We can use the d option to delete all the lines containing a letter or a word. For example, let’s delete all the lines of file.txt containing the letter e.

We love Linux.
We want to learn the sed command in Linux examples.
Then, We will revise the exact procedures with the vim editor.
Today.
Input
sed '/e/d' file.txt
Output
Today.

The four lines were deleted except the last one that lacked the letter e.

Change the delimiter

So far, we have only used the slash, /, delimiter. We could achieve the same output by using a space or a dot. The best situation to replace the slash / with another delimiter like the dot . is when the target instance contains one of the delimiters.

For example, let’s view the first ten files of the /etc directory.

find /etc -type f | head

Say we want to replace the slashes with dots.

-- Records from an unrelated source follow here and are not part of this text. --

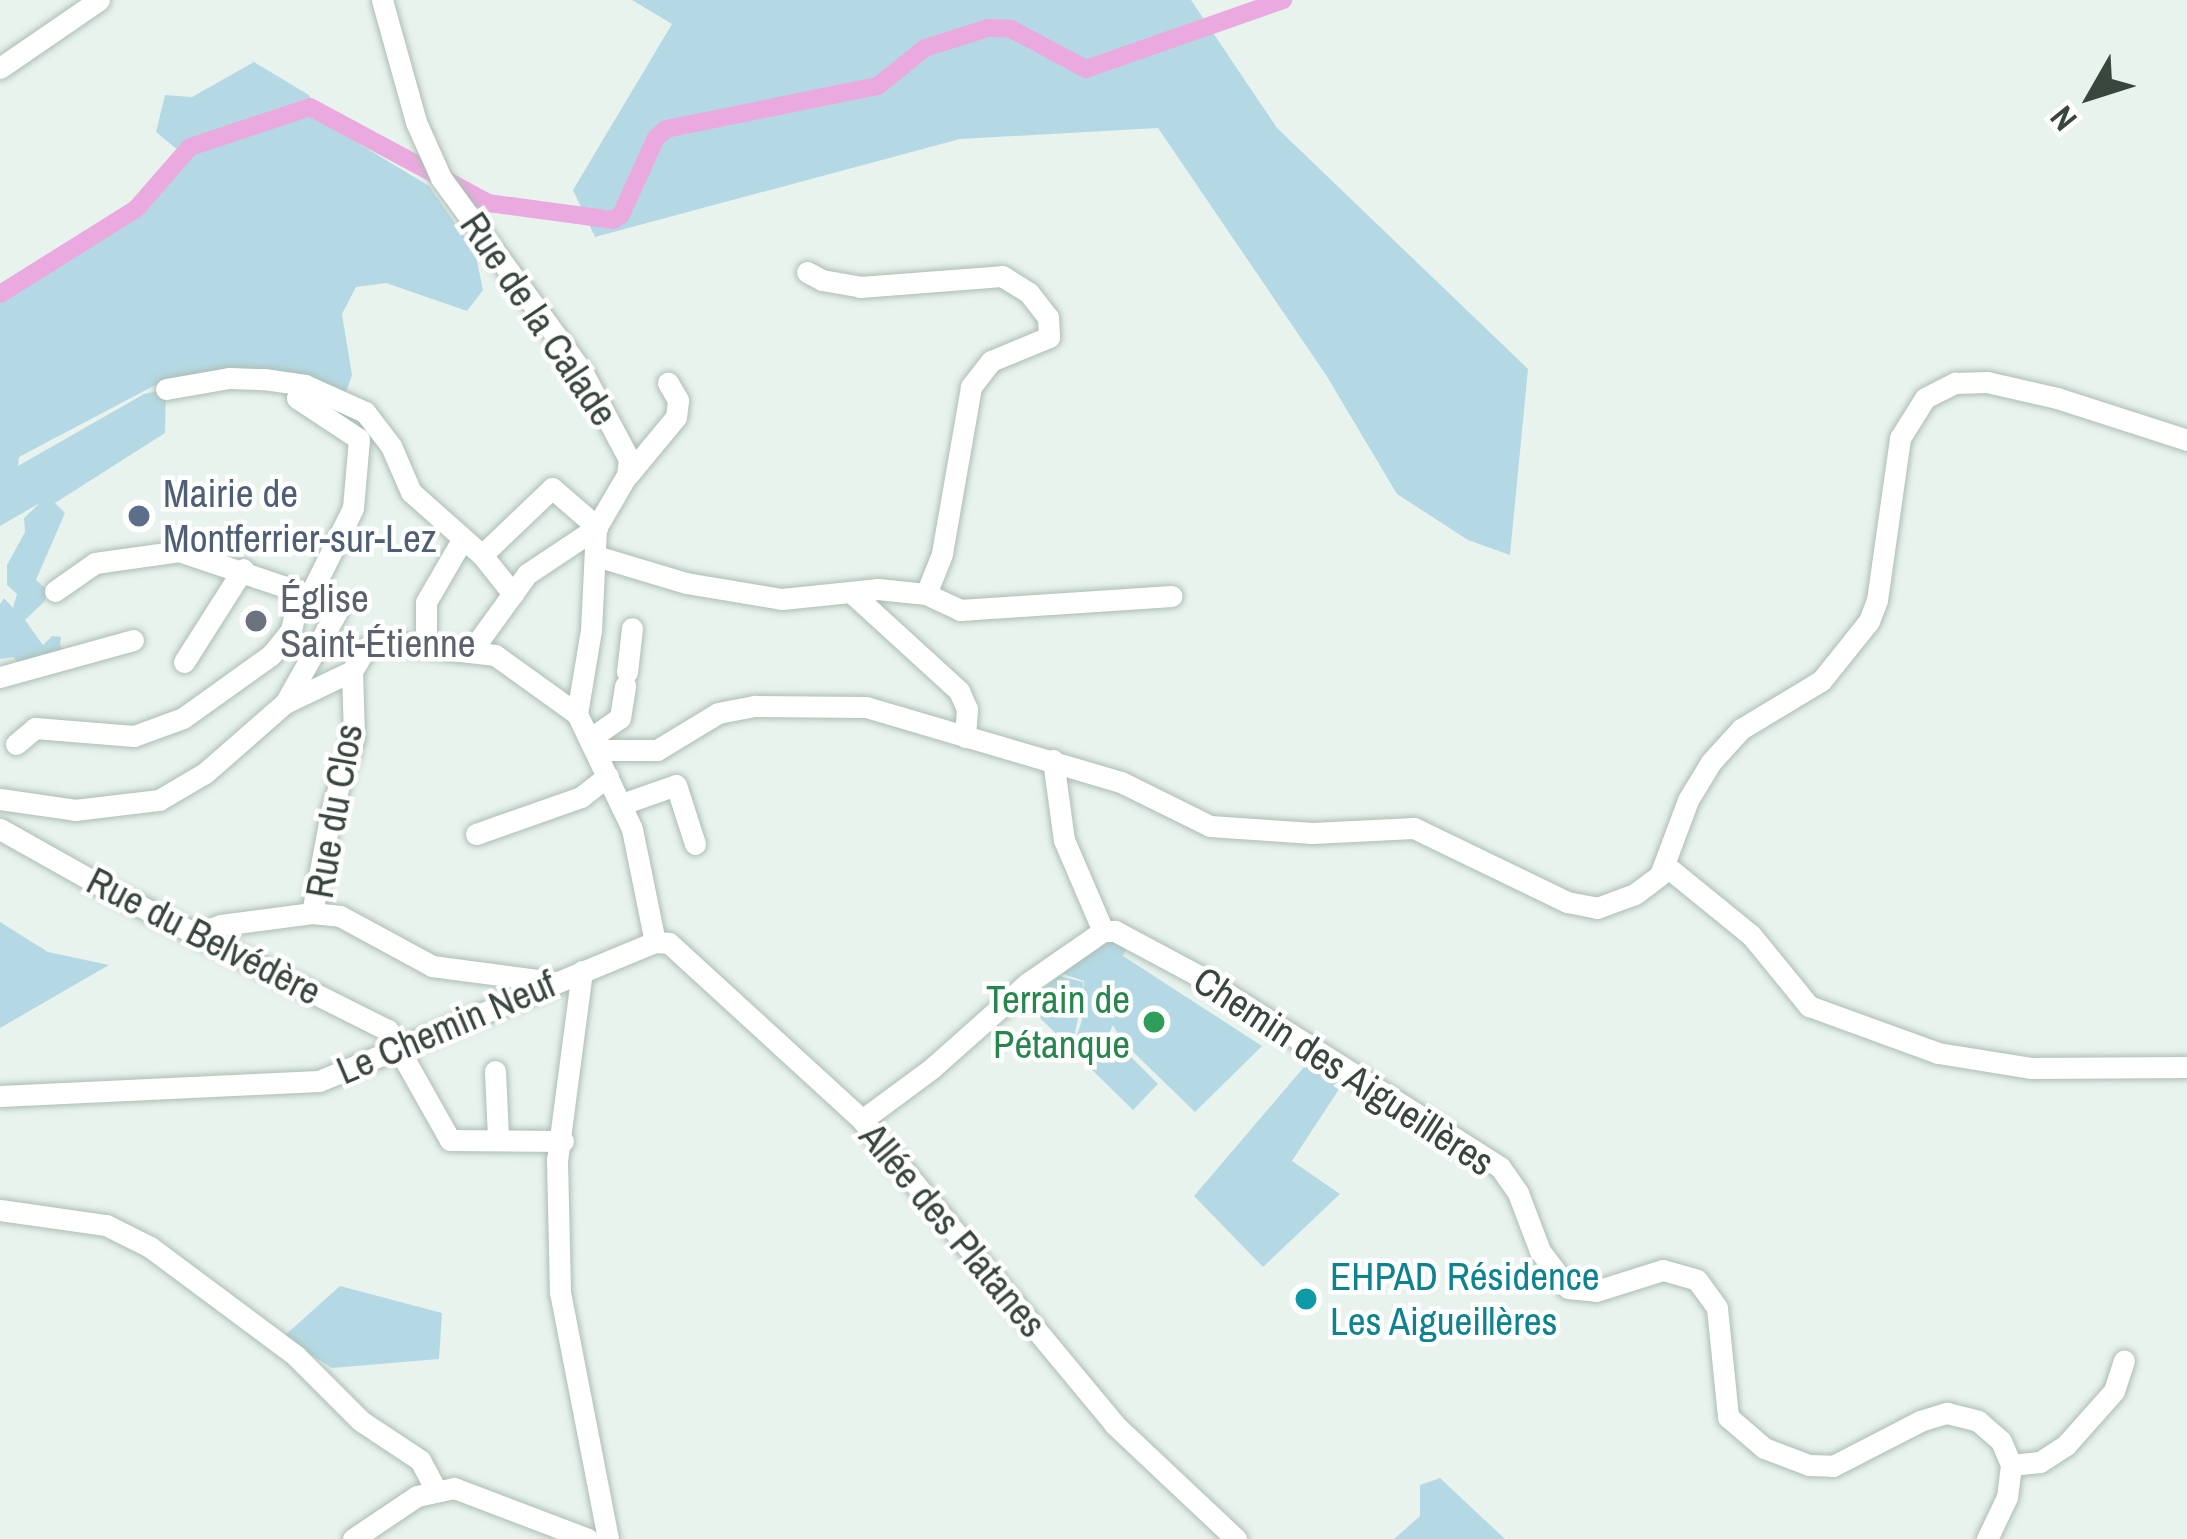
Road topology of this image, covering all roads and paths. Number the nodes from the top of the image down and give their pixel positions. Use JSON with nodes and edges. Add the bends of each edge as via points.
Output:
{"nodes":[{"id":1,"x":100,"y":0,"type":"edge"},
{"id":2,"x":382,"y":0,"type":"edge"},
{"id":3,"x":0,"y":68,"type":"edge"},
{"id":4,"x":807,"y":272,"type":"dead end"},
{"id":5,"x":668,"y":383,"type":"dead end"},
{"id":6,"x":305,"y":385,"type":"junction"},
{"id":7,"x":166,"y":389,"type":"dead end"},
{"id":8,"x":2187,"y":440,"type":"edge"},
{"id":9,"x":627,"y":476,"type":"junction"},
{"id":10,"x":597,"y":528,"type":"junction"},
{"id":11,"x":462,"y":540,"type":"junction"},
{"id":12,"x":482,"y":555,"type":"junction"},
{"id":13,"x":596,"y":556,"type":"junction"},
{"id":14,"x":243,"y":568,"type":"junction"},
{"id":15,"x":55,"y":591,"type":"dead end"},
{"id":16,"x":304,"y":594,"type":"junction"},
{"id":17,"x":513,"y":594,"type":"junction"},
{"id":18,"x":926,"y":594,"type":"junction"},
{"id":19,"x":854,"y":595,"type":"junction"},
{"id":20,"x":1172,"y":596,"type":"dead end"},
{"id":21,"x":632,"y":628,"type":"dead end"},
{"id":22,"x":133,"y":640,"type":"dead end"},
{"id":23,"x":425,"y":646,"type":"junction"},
{"id":24,"x":472,"y":650,"type":"junction"},
{"id":25,"x":184,"y":662,"type":"dead end"},
{"id":26,"x":352,"y":671,"type":"junction"},
{"id":27,"x":0,"y":677,"type":"edge"},
{"id":28,"x":285,"y":703,"type":"junction"},
{"id":29,"x":577,"y":713,"type":"junction"},
{"id":30,"x":965,"y":737,"type":"junction"},
{"id":31,"x":16,"y":744,"type":"dead end"},
{"id":32,"x":594,"y":744,"type":"junction"},
{"id":33,"x":1053,"y":760,"type":"junction"},
{"id":34,"x":608,"y":776,"type":"junction"},
{"id":35,"x":0,"y":799,"type":"edge"},
{"id":36,"x":622,"y":804,"type":"junction"},
{"id":37,"x":0,"y":829,"type":"edge"},
{"id":38,"x":476,"y":834,"type":"dead end"},
{"id":39,"x":694,"y":844,"type":"dead end"},
{"id":40,"x":1666,"y":866,"type":"junction"},
{"id":41,"x":312,"y":914,"type":"junction"},
{"id":42,"x":1102,"y":932,"type":"junction"},
{"id":43,"x":199,"y":933,"type":"junction"},
{"id":44,"x":654,"y":934,"type":"junction"},
{"id":45,"x":582,"y":971,"type":"junction"},
{"id":46,"x":555,"y":982,"type":"junction"},
{"id":47,"x":402,"y":1048,"type":"junction"},
{"id":48,"x":2187,"y":1066,"type":"edge"},
{"id":49,"x":495,"y":1071,"type":"dead end"},
{"id":50,"x":0,"y":1096,"type":"edge"},
{"id":51,"x":862,"y":1120,"type":"junction"},
{"id":52,"x":498,"y":1138,"type":"junction"},
{"id":53,"x":563,"y":1141,"type":"junction"},
{"id":54,"x":0,"y":1210,"type":"edge"},
{"id":55,"x":2124,"y":1361,"type":"dead end"},
{"id":56,"x":2011,"y":1465,"type":"junction"},
{"id":57,"x":436,"y":1490,"type":"junction"},
{"id":58,"x":353,"y":1539,"type":"edge"},
{"id":59,"x":589,"y":1539,"type":"edge"},
{"id":60,"x":606,"y":1539,"type":"edge"},
{"id":61,"x":1236,"y":1539,"type":"edge"},
{"id":62,"x":1987,"y":1539,"type":"edge"}],
"edges":[{"from":1,"to":3,"type":"street"},
{"from":2,"to":9,"type":"street","name":"Rue de la Calade","via":[[416,122],[441,178],[583,374],[629,459]]},
{"from":4,"to":18,"type":"street","via":[[860,287],[1002,276],[1048,317],[1049,337],[991,361],[971,387],[942,554]]},
{"from":5,"to":9,"type":"street","via":[[676,417]]},
{"from":6,"to":7,"type":"street","via":[[229,378]]},
{"from":6,"to":11,"type":"street","via":[[365,412],[392,446],[411,492]]},
{"from":6,"to":16,"type":"street","via":[[297,398],[359,440],[352,508]]},
{"from":8,"to":40,"type":"street","via":[[1987,382],[1954,383],[1925,398],[1900,438],[1868,622],[1821,680],[1741,729],[1711,762],[1688,800]]},
{"from":9,"to":10,"type":"street","name":"Rue de la Calade"},
{"from":10,"to":12,"type":"street","via":[[551,488]]},
{"from":10,"to":13,"type":"street"},
{"from":10,"to":17,"type":"street","via":[[546,559]]},
{"from":11,"to":12,"type":"street"},
{"from":11,"to":23,"type":"street","via":[[426,602]]},
{"from":12,"to":17,"type":"street"},
{"from":13,"to":19,"type":"street","via":[[760,597]]},
{"from":13,"to":29,"type":"street"},
{"from":14,"to":15,"type":"street","via":[[178,551],[123,556],[86,567]]},
{"from":14,"to":16,"type":"street"},
{"from":14,"to":25,"type":"street"},
{"from":16,"to":28,"type":"street","via":[[334,609],[334,619]]},
{"from":16,"to":31,"type":"street","via":[[272,656],[183,718],[134,736],[35,728]]},
{"from":17,"to":24,"type":"street"},
{"from":18,"to":19,"type":"street"},
{"from":18,"to":20,"type":"street","via":[[960,610]]},
{"from":19,"to":30,"type":"street","via":[[959,691],[968,709]]},
{"from":21,"to":32,"type":"street","via":[[620,718]]},
{"from":22,"to":27,"type":"street"},
{"from":23,"to":24,"type":"street"},
{"from":23,"to":26,"type":"street","via":[[371,645]]},
{"from":24,"to":29,"type":"street","via":[[507,661]]},
{"from":26,"to":28,"type":"street"},
{"from":26,"to":41,"type":"street","name":"Rue du Clos","via":[[354,737]]},
{"from":28,"to":35,"type":"street","via":[[205,773],[158,800],[75,810]]},
{"from":29,"to":32,"type":"street"},
{"from":30,"to":32,"type":"street","via":[[866,707],[755,706],[718,712],[657,750]]},
{"from":30,"to":33,"type":"street"},
{"from":32,"to":34,"type":"street"},
{"from":33,"to":40,"type":"street","via":[[1121,782],[1210,826],[1312,833],[1414,827],[1581,907],[1635,894]]},
{"from":33,"to":42,"type":"street","via":[[1064,840]]},
{"from":34,"to":36,"type":"street"},
{"from":34,"to":38,"type":"street","via":[[581,797]]},
{"from":36,"to":39,"type":"street","via":[[676,785]]},
{"from":36,"to":44,"type":"street","via":[[641,855]]},
{"from":37,"to":43,"type":"street","name":"Rue du Belvédère"},
{"from":40,"to":48,"type":"street","via":[[1751,935],[1809,1006],[1939,1053],[2032,1068]]},
{"from":41,"to":43,"type":"street"},
{"from":41,"to":46,"type":"street","name":"Rue du Clos","via":[[340,916],[432,966]]},
{"from":42,"to":51,"type":"street"},
{"from":42,"to":56,"type":"street","name":"Chemin des Aigueillères","via":[[1115,931],[1199,976],[1500,1167],[1540,1251],[1568,1288],[1596,1291],[1663,1270],[1697,1280],[1717,1308],[1728,1417],[1764,1448],[1833,1466],[1919,1420],[1947,1414],[1991,1431]]},
{"from":43,"to":47,"type":"street","name":"Rue du Belvédère","via":[[378,1024]]},
{"from":44,"to":45,"type":"street","name":"Le Chemin Neuf"},
{"from":44,"to":51,"type":"street","name":"Allée des Platanes"},
{"from":45,"to":46,"type":"street","name":"Le Chemin Neuf"},
{"from":45,"to":53,"type":"street"},
{"from":46,"to":47,"type":"street","name":"Le Chemin Neuf"},
{"from":47,"to":50,"type":"street","name":"Le Chemin Neuf","via":[[298,1084]]},
{"from":47,"to":52,"type":"street","via":[[450,1141]]},
{"from":49,"to":52,"type":"street"},
{"from":51,"to":61,"type":"street","name":"Allée des Platanes","via":[[1114,1424]]},
{"from":52,"to":53,"type":"street"},
{"from":53,"to":60,"type":"street","via":[[560,1292]]},
{"from":54,"to":57,"type":"street","via":[[106,1226],[150,1247],[420,1460]]},
{"from":55,"to":56,"type":"street","via":[[2114,1391],[2066,1445],[2040,1462]]},
{"from":56,"to":62,"type":"street"},
{"from":57,"to":58,"type":"street"},
{"from":57,"to":59,"type":"street","via":[[476,1493]]}]}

We can do that as follows.

Store the file path copies in a new file
find /etc -type f | head > file3.txt
Print result of file3.txt
cat file3.txt

The output of printing the contents of file3.txt is:

/etc/services
/etc/lsb-release
/etc/protocols
/etc/rsyslog.conf
/etc/systemd/timesyncd.conf
/etc/systemd/resolved.conf
/etc/systemd/journald.conf
/etc/systemd/system/snap-lxd-22894.mount
/etc/systemd/system/snap.lxd.activate.service
/etc/systemd/system/[email protected]/disable-sshd-keygen-if-cloud-init-active.conf

Let’s now delete the /etc part.

Input
sed 's./etc..' file3.txt

The dots are the delimiters. /etc is the instance to replace with a space between the last two dots.

Output
/services
/lsb-release
/protocols
/rsyslog.conf
/systemd/timesyncd.conf
/systemd/resolved.conf
/systemd/journald.conf
/systemd/system/snap-lxd-22894.mount
/systemd/system/snap.lxd.activate.service
/systemd/system/[email protected]/disable-sshd-keygen-if-cloud-init-active.conf

Conclusion

You have just learned the typical ways to apply the sed command. Now is the time to creatively apply the command in various ways to search, find, replace, insert and delete texts.